Problem - From the line with "pinky pip: (315, 164)" through the final line, please write out the listing exactly, including both of those lines.

---- Records for the exercise

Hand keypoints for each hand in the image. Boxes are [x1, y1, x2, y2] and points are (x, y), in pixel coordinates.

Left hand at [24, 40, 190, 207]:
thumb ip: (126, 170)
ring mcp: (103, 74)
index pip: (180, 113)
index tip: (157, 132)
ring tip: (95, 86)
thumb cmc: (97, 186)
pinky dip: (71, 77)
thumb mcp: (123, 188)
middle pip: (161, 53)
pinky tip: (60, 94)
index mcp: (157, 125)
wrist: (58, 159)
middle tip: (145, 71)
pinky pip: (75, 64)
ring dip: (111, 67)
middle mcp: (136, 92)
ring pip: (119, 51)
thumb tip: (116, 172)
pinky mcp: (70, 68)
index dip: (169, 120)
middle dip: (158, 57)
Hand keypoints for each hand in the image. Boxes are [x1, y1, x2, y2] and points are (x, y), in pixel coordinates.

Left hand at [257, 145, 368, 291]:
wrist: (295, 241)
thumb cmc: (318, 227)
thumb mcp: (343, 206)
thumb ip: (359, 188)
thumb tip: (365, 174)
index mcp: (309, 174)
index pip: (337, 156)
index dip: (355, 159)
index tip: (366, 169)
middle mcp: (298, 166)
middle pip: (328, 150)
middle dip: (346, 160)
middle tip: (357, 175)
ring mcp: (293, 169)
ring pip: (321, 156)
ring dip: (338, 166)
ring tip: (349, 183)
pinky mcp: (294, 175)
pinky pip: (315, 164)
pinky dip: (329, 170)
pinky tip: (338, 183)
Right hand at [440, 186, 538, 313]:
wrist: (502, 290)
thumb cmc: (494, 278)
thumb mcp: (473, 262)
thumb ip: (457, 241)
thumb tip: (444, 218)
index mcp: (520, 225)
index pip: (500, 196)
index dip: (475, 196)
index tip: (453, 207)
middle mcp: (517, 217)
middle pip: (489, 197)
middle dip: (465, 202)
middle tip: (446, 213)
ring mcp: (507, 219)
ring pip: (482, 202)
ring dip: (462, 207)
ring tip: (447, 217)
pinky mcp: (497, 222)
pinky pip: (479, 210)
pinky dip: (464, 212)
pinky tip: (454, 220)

--------

Task solution -
pinky pip: (315, 164)
pinky dip: (329, 170)
pinky tip: (338, 183)
Right hand at [440, 186, 538, 313]:
wrist: (502, 290)
thumb cmc: (494, 278)
thumb mcp: (473, 262)
thumb ip: (457, 241)
thumb tip: (444, 218)
index mcp: (520, 225)
index pip: (500, 196)
index dip: (475, 196)
index tip: (453, 207)
middle mcp: (517, 217)
middle pip: (489, 197)
middle dip: (465, 202)
middle tip: (446, 213)
ring mcp: (507, 219)
ring pip: (482, 202)
ring dip: (462, 207)
ring tip: (447, 217)
pinky mcp: (497, 222)
pinky pip: (479, 210)
pinky dip: (464, 212)
pinky tip: (454, 220)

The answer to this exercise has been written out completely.